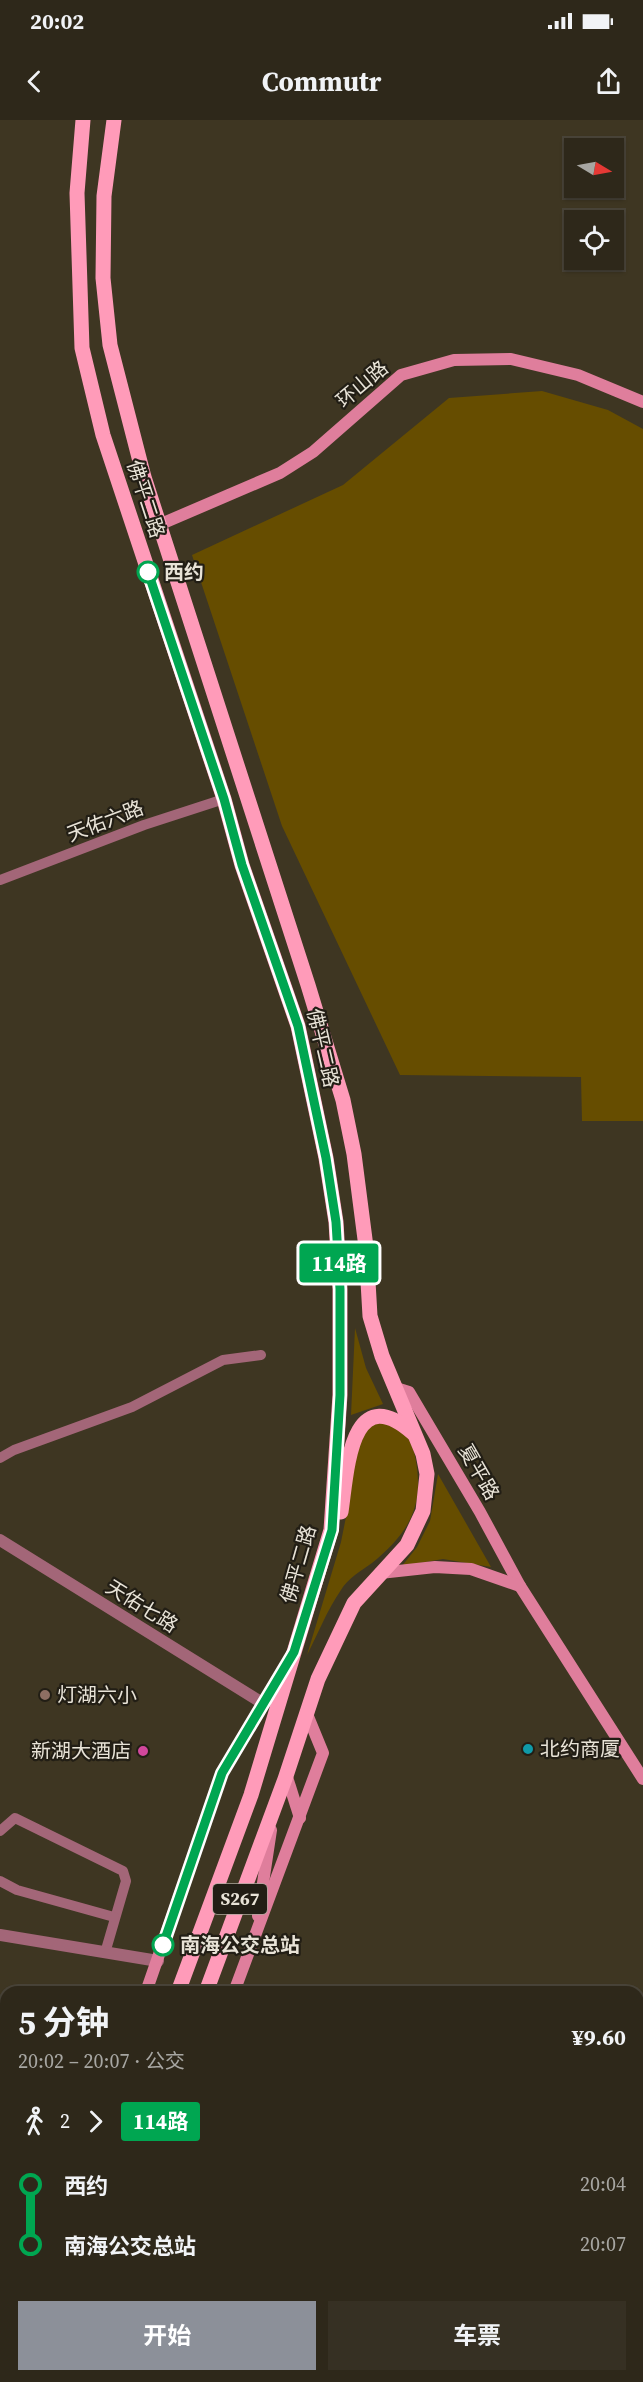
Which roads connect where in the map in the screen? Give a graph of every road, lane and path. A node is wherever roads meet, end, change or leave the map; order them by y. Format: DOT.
graph roads {
  1 [pos="83,120"];
  2 [pos="114,120"];
  3 [pos="643,402"];
  4 [pos="161,524"];
  5 [pos="224,799"];
  6 [pos="0,880"];
  7 [pos="261,1355"];
  8 [pos="396,1388"];
  9 [pos="415,1435"];
  10 [pos="0,1458"];
  11 [pos="332,1530"];
  12 [pos="0,1540"];
  13 [pos="380,1573"];
  14 [pos="520,1586"];
  15 [pos="294,1652"];
  16 [pos="264,1704"];
  17 [pos="307,1714"];
  18 [pos="286,1774"];
  19 [pos="643,1779"];
  20 [pos="275,1806"];
  21 [pos="300,1818"];
  22 [pos="0,1831"];
  23 [pos="0,1881"];
  24 [pos="114,1917"];
  25 [pos="0,1935"];
  26 [pos="255,1935"];
  27 [pos="105,1953"];
  28 [pos="158,1961"];
  29 [pos="148,1986"];
  30 [pos="180,1986"];
  31 [pos="208,1986"];
  32 [pos="236,1986"];
  1 -- 5 [label="main road, 佛平二路"];
  2 -- 4 [label="main road, 佛平二路"];
  3 -- 4 [label="main road, 环山路"];
  4 -- 8 [label="main road, 佛平二路"];
  5 -- 6 [label="street, 天佑六路"];
  5 -- 11 [label="main road, 佛平二路"];
  7 -- 10 [label="street"];
  8 -- 9 [label="main road, 佛平二路"];
  8 -- 14 [label="main road, 夏平路"];
  9 -- 11 [label="main road"];
  9 -- 13 [label="main road, 佛平二路"];
  11 -- 15 [label="main road, 佛平二路"];
  12 -- 16 [label="street, 天佑七路"];
  13 -- 14 [label="main road"];
  13 -- 17 [label="main road, S267"];
  14 -- 19 [label="main road, 夏平路"];
  15 -- 16 [label="main road"];
  15 -- 30 [label="main road, 佛平二路 / S267"];
  16 -- 28 [label="main road"];
  17 -- 18 [label="main road, S267"];
  17 -- 21 [label="main road"];
  18 -- 20 [label="main road, S267"];
  18 -- 21 [label="main road"];
  20 -- 26 [label="main road"];
  20 -- 31 [label="main road, S267"];
  21 -- 26 [label="main road"];
  22 -- 24 [label="street"];
  23 -- 24 [label="street"];
  24 -- 27 [label="street"];
  25 -- 27 [label="street"];
  26 -- 32 [label="main road"];
  27 -- 28 [label="street"];
  28 -- 29 [label="main road"];
}
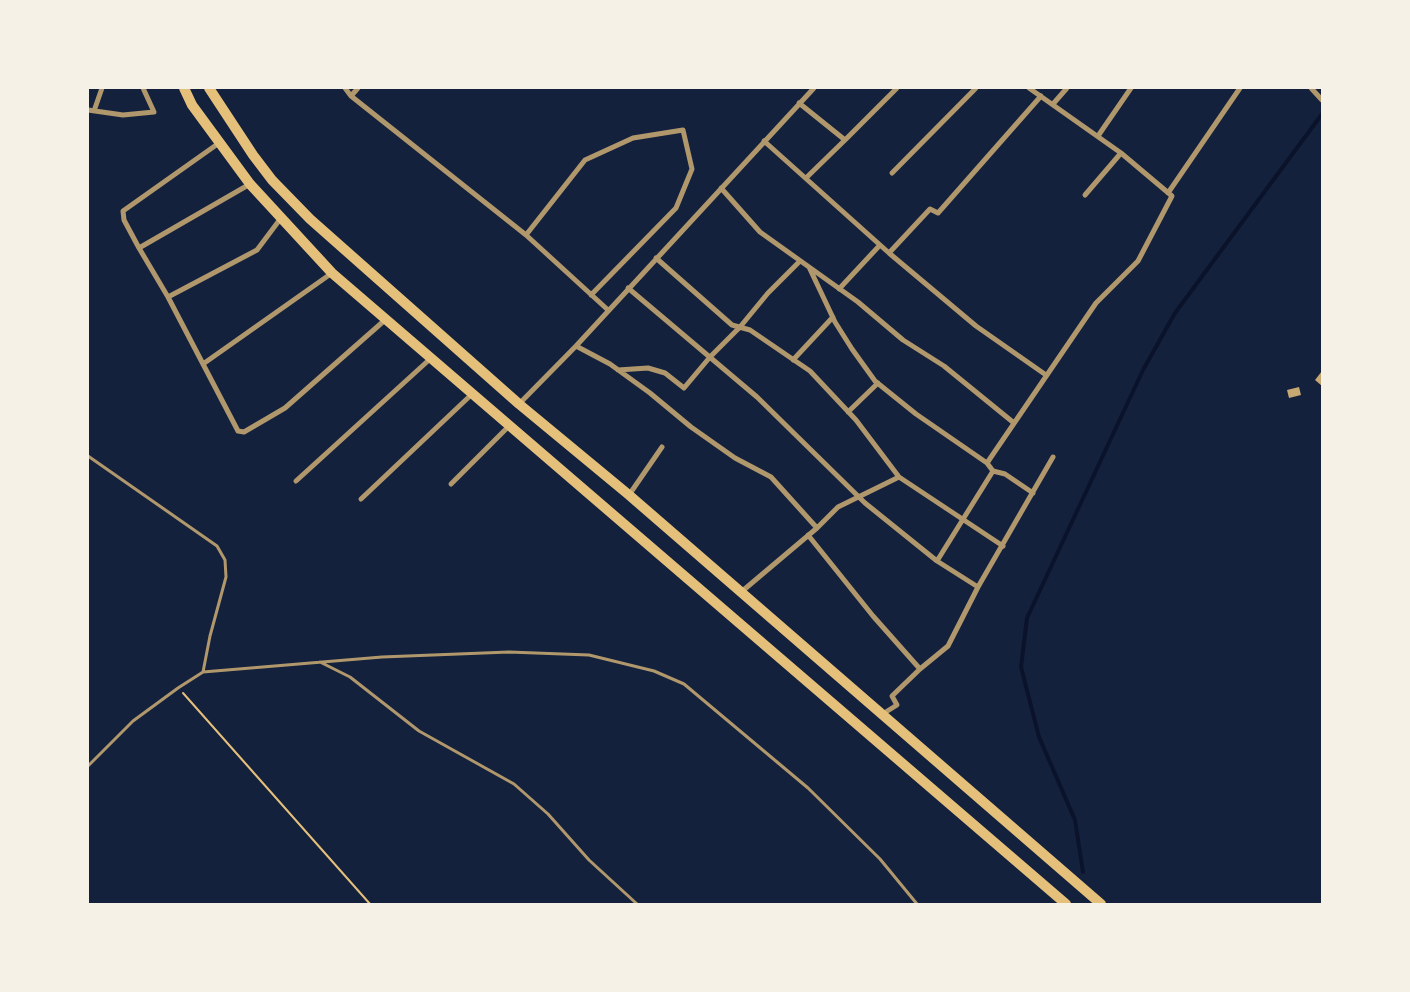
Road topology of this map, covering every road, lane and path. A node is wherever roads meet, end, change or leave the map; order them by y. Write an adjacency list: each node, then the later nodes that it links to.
1 (102, 88): 20 (street)
2 (143, 88): 20 (street)
3 (184, 88): 24 (highway)
4 (209, 88): 58 (highway)
5 (345, 88): 15 (street)
6 (358, 88): 15 (street)
7 (814, 88): 18 (street)
8 (897, 88): 22 (street)
9 (976, 88): 26 (street)
10 (1030, 88): 16 (street)
11 (1067, 88): 19 (street)
12 (1131, 88): 21 (street)
13 (1240, 88): 30 (street)
14 (1311, 88): 17 (street)
15 (350, 96): 33 (street)
16 (1041, 96): 19 (street); 36 (street)
17 (1322, 100)
18 (799, 103): 22 (street); 23 (street)
19 (1053, 104): 21 (street)
20 (91, 110)
21 (1098, 136): 25 (street)
22 (845, 140): 27 (street)
23 (764, 141): 27 (street); 29 (street)
24 (219, 143): 28 (highway); 35 (street)
25 (1121, 153): 30 (street); 31 (street)
26 (892, 173)
27 (807, 178): 34 (street)
28 (250, 184): 32 (highway); 35 (street)
29 (721, 188): 37 (street); 38 (street)
30 (1168, 193): 55 (street)
31 (1085, 195)
32 (281, 218): 40 (highway); 44 (street)
33 (526, 235): 43 (street); 43 (street)
34 (880, 245): 36 (street); 42 (street)
35 (139, 248): 44 (street)
36 (889, 253): 55 (street)
37 (656, 258): 41 (street); 48 (street)
38 (800, 261): 39 (street); 48 (street)
39 (809, 267): 42 (street); 46 (street)
40 (332, 273): 47 (highway); 53 (street)
41 (628, 288): 45 (street); 50 (street)
42 (839, 289): 60 (street)
43 (591, 295): 45 (street)
44 (168, 297): 53 (street)
45 (608, 310): 49 (street)
46 (833, 317): 52 (street); 56 (street)
47 (385, 320): 51 (highway); 53 (street)
48 (740, 327): 50 (street); 52 (street)
49 (576, 346): 54 (street); 58 (street)
50 (710, 356): 54 (street); 72 (street)
51 (430, 359): 57 (highway); 68 (street)
52 (793, 360): 59 (street)
53 (202, 364)
54 (618, 370): 75 (street)
55 (1046, 375): 60 (street)
56 (878, 383): 59 (street); 65 (street)
57 (471, 395): 61 (highway); 73 (street)
58 (519, 404): 71 (highway)
59 (848, 412): 67 (street)
60 (1014, 423): 65 (street)
61 (508, 427): 69 (street); 90 (highway)
62 (662, 447): 71 (street)
63 (88, 456): 83 (lane)
64 (1054, 457): 70 (street)
65 (987, 463): 66 (street)
66 (993, 471): 70 (street); 74 (street)
67 (899, 477): 72 (street); 74 (street)
68 (296, 481)
69 (451, 484)
70 (1033, 494): 77 (street)
71 (629, 495): 80 (highway)
72 (858, 496): 75 (street); 78 (street)
73 (361, 499)
74 (963, 519): 77 (street); 78 (street)
75 (817, 528): 76 (street)
76 (808, 535): 80 (street); 82 (street)
77 (1003, 546): 79 (street)
78 (937, 561): 79 (street)
79 (978, 586): 82 (street)
80 (739, 593): 85 (highway)
81 (319, 662): 83 (lane); 88 (lane); 89 (lane)
82 (920, 668): 85 (street)
83 (204, 672): 84 (lane)
84 (178, 688): 86 (lane); 87 (path)
85 (880, 715): 91 (highway)
86 (88, 766)
87 (370, 904)
88 (637, 904)
89 (918, 904)
90 (1066, 904)
91 (1100, 904)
——————————
Only the lines of the data holding the string "roads" are wanted; copy each of them.

• Answer section
Which roads connect where in the map in the screen? Give a graph of every road, lane and path. A node is wherever roads meet, end, change or leave the map; order them by y. Format: DOT.
graph roads {
Road topology of this map, covering every road, lane and path. A node is wherever roads meet, end, change or leave the map; order them by y. Write an adjacency list: each node, then the later nodes that it links to.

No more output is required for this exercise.